[Our thanks to Chris Bourne for this review.]
"Whether you're together or alone, it's lonely." This line delivered by an elderly woman (Akiko Kazami) could also have been spoken by any of the other characters of Hitoshi Yazaki's Sweet Little Lies, as ruthless a dissection of marriage as Ingmar Bergman's Scenes from a Marriage. The film's title expresses the deceptions necessary to keep up appearances for the outside world, especially when it comes to intimate relationships. The title also refers to the deceptions within these relationships, avoiding the painful truths that, if spoken aloud, can destroy cherished illusions.

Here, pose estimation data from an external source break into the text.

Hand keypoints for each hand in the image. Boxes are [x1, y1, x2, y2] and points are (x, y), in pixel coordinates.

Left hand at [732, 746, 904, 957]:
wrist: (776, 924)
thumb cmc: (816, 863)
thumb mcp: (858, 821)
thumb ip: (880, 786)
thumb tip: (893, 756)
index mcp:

To all outside observers, Ruriko (Miki Nakatani), a teddy bear designer/gallery artist, and Satoshi (Nao Omori), an IT professional, is a happy, serenely blissful couple. But peer a little closer, and that illusion quickly shatters. They live basically separate lives, only meeting for breakfast in the morning and dinner in the evening. When they are home, Satoshi locks himself in his room to play video games. Their emotional distance is such that they communicate by cell phone inside their own home, and for the last two of their three-year marriage, they have not even had sex. So while outwardly they smile and are courteous to each other, their marriage is a mere façade, like the large windows that illuminate their apartment. So it is all but inevitable that they each begin pursuing outside relationships, Ruriko with Haruo (Juichi Kobayashi), an admirer of her creations, and Satoshi with Shio (Chizuru Ikewaki), an old college friend. Much of the film follows the couple's parallel affairs, and the psychological games necessary to maintain their marriage. The couple finds it very easy, disturbingly so, to deceive each other, and their broken marriage wreaks collateral damage among the outsiders pulled into the orbit of this dying star.

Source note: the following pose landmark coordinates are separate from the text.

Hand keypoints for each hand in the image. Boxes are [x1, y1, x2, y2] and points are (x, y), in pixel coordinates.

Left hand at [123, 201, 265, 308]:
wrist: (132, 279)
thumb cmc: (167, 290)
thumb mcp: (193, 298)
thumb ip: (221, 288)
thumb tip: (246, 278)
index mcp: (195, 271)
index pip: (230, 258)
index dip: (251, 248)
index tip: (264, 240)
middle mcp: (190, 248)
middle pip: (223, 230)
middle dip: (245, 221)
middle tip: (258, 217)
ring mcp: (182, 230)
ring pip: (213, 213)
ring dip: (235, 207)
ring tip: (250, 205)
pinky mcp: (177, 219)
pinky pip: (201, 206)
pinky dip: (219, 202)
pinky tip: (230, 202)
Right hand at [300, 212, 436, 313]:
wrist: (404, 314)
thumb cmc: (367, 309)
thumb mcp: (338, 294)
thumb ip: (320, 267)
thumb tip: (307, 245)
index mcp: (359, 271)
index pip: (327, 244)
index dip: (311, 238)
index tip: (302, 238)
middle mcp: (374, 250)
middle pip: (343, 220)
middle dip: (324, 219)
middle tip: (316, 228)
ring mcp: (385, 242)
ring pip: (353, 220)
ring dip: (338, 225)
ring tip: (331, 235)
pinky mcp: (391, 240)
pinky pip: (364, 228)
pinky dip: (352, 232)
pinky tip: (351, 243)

Sweet Little Lies, based on a 2004 novel by Kaori Ekuni, is assiduously anti-melodramatic, its eerily sterile compositions examining this married couple's mutual adultery with a clinical eye. The effects of the adultery are not what one would expect; there are no screaming matches, no violent displays of torrential emotion. This paradoxically makes the sadness of what has happened to this marriage even more acute than it would be otherwise. But even though the surface visuals are precise and rigidly geometric, the actors are far from automatons, and give beautifully expressive performances. Miki Nakatani delivers one of her greatest performances as the wife who awakens to her own capacity for passion. Nao Omori matches her note for note, eliciting great sympathy for his seemingly remote, emotionally distant character. The rest of the cast is great as well, including Kobayashi as Ruriko's lover, and Sakura Ando, who makes a great impression in the very few scenes she has as Haruo's betrayed girlfriend.
Sweet Little Lies, the closing night film of Japan Cuts, screens at Japan Society on July 16 at 8:30pm. Director Hitoshi Yazaki will introduce the film and participate in a Q&A following the screening.